From prior research, they posit that it “seems highly likely that people will also like products more that are more closely connected to the self than products that are not. Evidence from consumer research offers support for this prediction, showing that consumers report more favorable attitudes toward products that reflect their personal identities.” But then they take their hypothesis in a different direction for conventional wisdom, arguing ” that when these feelings of personal connection stem from experiences gained using the product, activating time (vs. money) should lead to more favorable product attitudes and decisions. In contrast, when feelings of personal connection stem more from product possession,” this does not occur, or least not as strongly.

To me, that’s the important revelation in this new study; that a third consideration is equally important: “the extent to which each concept is linked to consumers’ personal experiences, identity and emotions.” To advertisers, they specifically “propose that activating the construct of time while consumers evaluate a product will lead them to focus on their experiences using the product, which generally will heighten their personal connection to that product—their feeling that the product reflects the self.” So between time and money, the clear winner according to the results of their work is time. “By simply directing people’s attention to time, rather than money, you can actually make people make happier decisions.” But the true insight, I think, is linking that to the experience.

Many of us who write about beer, myself included, have waxed philosophically, even poetically, about how drinking beer is a community affair, that it’s best as a shared experience. Indeed, countless ads for beer are set in social situations and in fact I can’t think of one that features solitary drinking — not counting George Thorogood. Although I often drink alone for professional reasons, in most instances it’s considered a societal taboo, carrying very negative associations. While I don’t think it’s necessarily indicative of “problem” drinking or anything so sinister, it’s certainly not desirable.
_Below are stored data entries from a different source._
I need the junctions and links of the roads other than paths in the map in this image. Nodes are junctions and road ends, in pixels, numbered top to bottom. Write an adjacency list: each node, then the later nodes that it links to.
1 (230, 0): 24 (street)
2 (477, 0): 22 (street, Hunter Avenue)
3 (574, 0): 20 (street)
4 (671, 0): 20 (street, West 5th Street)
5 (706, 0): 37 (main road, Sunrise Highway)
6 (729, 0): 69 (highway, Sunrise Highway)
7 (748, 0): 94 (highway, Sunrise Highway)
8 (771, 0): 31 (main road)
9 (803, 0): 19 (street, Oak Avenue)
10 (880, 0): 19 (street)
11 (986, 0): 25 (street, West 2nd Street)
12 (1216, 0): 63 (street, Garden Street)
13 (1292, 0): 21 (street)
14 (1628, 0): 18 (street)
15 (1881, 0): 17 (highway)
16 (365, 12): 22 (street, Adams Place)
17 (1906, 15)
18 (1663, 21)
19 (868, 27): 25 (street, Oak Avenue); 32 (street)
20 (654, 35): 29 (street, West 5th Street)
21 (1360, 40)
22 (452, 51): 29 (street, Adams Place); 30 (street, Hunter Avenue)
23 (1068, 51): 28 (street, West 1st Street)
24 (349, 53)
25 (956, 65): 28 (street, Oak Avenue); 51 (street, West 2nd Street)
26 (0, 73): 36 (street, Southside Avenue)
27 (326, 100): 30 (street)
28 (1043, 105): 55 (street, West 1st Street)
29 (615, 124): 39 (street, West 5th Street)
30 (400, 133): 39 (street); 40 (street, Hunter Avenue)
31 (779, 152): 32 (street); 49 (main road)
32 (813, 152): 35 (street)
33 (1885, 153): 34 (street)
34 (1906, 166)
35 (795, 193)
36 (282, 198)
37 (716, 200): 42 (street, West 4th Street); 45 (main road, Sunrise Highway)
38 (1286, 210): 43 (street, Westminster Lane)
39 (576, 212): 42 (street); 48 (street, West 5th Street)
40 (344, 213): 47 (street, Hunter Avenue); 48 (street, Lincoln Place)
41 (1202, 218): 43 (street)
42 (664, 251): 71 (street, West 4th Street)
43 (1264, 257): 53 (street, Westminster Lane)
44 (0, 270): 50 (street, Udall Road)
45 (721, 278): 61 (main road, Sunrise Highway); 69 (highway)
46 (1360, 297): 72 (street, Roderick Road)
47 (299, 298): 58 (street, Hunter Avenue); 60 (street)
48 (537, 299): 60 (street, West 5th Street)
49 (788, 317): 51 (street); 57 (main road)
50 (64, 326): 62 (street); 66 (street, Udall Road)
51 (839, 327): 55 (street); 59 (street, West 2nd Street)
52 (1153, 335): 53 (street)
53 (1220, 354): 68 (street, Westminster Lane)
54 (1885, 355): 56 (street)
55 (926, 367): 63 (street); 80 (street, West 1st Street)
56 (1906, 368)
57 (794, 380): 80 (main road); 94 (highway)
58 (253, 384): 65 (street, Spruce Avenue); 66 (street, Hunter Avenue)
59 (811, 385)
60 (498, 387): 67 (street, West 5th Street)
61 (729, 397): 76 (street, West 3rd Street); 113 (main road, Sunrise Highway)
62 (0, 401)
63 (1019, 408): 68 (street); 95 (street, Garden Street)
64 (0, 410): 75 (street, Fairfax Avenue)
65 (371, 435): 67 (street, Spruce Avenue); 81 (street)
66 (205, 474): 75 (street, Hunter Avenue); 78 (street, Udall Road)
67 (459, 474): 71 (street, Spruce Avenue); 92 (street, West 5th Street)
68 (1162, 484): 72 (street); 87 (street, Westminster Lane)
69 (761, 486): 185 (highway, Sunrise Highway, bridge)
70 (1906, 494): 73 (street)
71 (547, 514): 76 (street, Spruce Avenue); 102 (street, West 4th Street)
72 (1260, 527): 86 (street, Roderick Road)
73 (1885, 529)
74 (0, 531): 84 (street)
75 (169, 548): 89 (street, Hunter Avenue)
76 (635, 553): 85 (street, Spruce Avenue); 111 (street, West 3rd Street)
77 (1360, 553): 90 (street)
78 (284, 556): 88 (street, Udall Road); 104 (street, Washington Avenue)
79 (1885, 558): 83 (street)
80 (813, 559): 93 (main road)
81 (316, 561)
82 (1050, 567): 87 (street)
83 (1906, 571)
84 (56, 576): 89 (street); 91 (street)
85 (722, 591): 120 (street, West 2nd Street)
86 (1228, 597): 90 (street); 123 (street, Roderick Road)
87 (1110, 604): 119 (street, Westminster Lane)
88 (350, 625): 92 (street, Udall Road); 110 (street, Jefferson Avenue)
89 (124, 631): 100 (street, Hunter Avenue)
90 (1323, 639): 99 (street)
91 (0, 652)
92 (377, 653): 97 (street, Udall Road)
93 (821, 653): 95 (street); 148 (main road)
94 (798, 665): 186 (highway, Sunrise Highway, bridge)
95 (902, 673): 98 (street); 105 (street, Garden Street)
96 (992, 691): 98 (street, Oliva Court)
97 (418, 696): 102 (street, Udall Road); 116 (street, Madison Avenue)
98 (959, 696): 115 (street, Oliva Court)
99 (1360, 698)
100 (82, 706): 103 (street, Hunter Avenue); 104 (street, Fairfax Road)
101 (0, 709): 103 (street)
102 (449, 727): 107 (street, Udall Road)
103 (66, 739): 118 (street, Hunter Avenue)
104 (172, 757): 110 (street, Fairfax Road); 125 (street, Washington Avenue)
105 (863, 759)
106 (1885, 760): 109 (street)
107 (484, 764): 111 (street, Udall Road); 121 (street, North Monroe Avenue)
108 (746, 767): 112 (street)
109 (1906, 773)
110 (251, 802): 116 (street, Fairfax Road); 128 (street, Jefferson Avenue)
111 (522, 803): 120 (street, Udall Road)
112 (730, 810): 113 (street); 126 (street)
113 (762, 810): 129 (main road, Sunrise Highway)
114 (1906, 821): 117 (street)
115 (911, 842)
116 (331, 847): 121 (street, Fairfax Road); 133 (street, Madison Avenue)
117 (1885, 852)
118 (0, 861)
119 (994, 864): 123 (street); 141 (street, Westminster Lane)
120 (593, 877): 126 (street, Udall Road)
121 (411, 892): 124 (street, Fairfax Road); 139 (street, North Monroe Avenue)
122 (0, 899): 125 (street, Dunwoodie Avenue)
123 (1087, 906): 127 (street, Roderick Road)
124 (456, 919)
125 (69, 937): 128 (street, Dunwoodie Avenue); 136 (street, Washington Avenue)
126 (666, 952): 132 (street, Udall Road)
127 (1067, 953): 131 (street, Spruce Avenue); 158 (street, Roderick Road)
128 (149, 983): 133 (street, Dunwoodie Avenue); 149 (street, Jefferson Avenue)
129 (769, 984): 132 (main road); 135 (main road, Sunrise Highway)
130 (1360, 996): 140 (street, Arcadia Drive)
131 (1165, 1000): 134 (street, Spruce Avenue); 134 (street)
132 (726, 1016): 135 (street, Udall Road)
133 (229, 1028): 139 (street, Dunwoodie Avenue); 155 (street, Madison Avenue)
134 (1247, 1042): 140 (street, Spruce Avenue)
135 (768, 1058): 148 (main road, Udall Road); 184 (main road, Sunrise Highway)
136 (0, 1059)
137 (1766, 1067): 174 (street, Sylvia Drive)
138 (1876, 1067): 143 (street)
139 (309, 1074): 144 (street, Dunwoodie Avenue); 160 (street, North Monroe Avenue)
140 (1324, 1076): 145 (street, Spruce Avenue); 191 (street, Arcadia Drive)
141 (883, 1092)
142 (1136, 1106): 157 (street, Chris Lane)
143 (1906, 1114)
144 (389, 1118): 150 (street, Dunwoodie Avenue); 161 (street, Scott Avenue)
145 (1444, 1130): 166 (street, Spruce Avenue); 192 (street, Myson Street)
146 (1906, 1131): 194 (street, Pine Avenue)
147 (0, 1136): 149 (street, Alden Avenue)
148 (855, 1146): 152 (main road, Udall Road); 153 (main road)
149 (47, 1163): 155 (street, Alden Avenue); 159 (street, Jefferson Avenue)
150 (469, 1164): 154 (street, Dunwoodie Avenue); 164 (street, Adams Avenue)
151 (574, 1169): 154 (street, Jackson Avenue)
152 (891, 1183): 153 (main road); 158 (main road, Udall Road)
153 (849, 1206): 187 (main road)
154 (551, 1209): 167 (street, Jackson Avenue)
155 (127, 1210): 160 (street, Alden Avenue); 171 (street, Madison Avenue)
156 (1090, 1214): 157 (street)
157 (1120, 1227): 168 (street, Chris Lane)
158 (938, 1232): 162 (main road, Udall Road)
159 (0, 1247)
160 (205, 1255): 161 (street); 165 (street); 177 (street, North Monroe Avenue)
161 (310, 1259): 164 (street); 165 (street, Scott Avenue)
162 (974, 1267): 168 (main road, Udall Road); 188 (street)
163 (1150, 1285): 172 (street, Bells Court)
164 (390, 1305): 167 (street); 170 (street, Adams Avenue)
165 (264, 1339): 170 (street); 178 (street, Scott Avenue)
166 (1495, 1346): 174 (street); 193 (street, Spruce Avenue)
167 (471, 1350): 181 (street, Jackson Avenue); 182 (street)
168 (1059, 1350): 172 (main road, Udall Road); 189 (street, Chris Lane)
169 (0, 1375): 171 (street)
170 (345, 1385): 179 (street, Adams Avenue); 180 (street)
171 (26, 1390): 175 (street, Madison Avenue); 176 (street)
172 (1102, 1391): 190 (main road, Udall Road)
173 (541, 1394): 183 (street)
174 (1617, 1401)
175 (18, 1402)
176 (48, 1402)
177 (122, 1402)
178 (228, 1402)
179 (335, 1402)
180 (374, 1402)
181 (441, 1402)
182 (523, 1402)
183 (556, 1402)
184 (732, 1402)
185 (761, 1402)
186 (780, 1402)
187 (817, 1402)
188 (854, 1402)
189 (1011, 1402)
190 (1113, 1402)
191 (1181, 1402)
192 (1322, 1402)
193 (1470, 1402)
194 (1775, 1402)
So while I think their study is applicable universally, it seems more relatable to beer than many other products, because I think drinking beer is such an experiential beverage. I imagine I’m not alone in having all my best drinking memories ones with friends. It’s probably not a stretch to say that’s universal, too. So the idea that time and the emotional experience of spending it with friends seems almost obvious, but it’s still interesting that it’s borne out by this, and other, studies. For me personally, it may not be Miller Time, but it is “beer time.” Who wants to join me?

If you have the time (yes, pun intended) and inclination, the five studies they conducted (and the whole paper) is worth reading. It’s a little dry and steeped in academic jargon, but interesting nonetheless. (It’s also only 15 pages, and three of those are references.)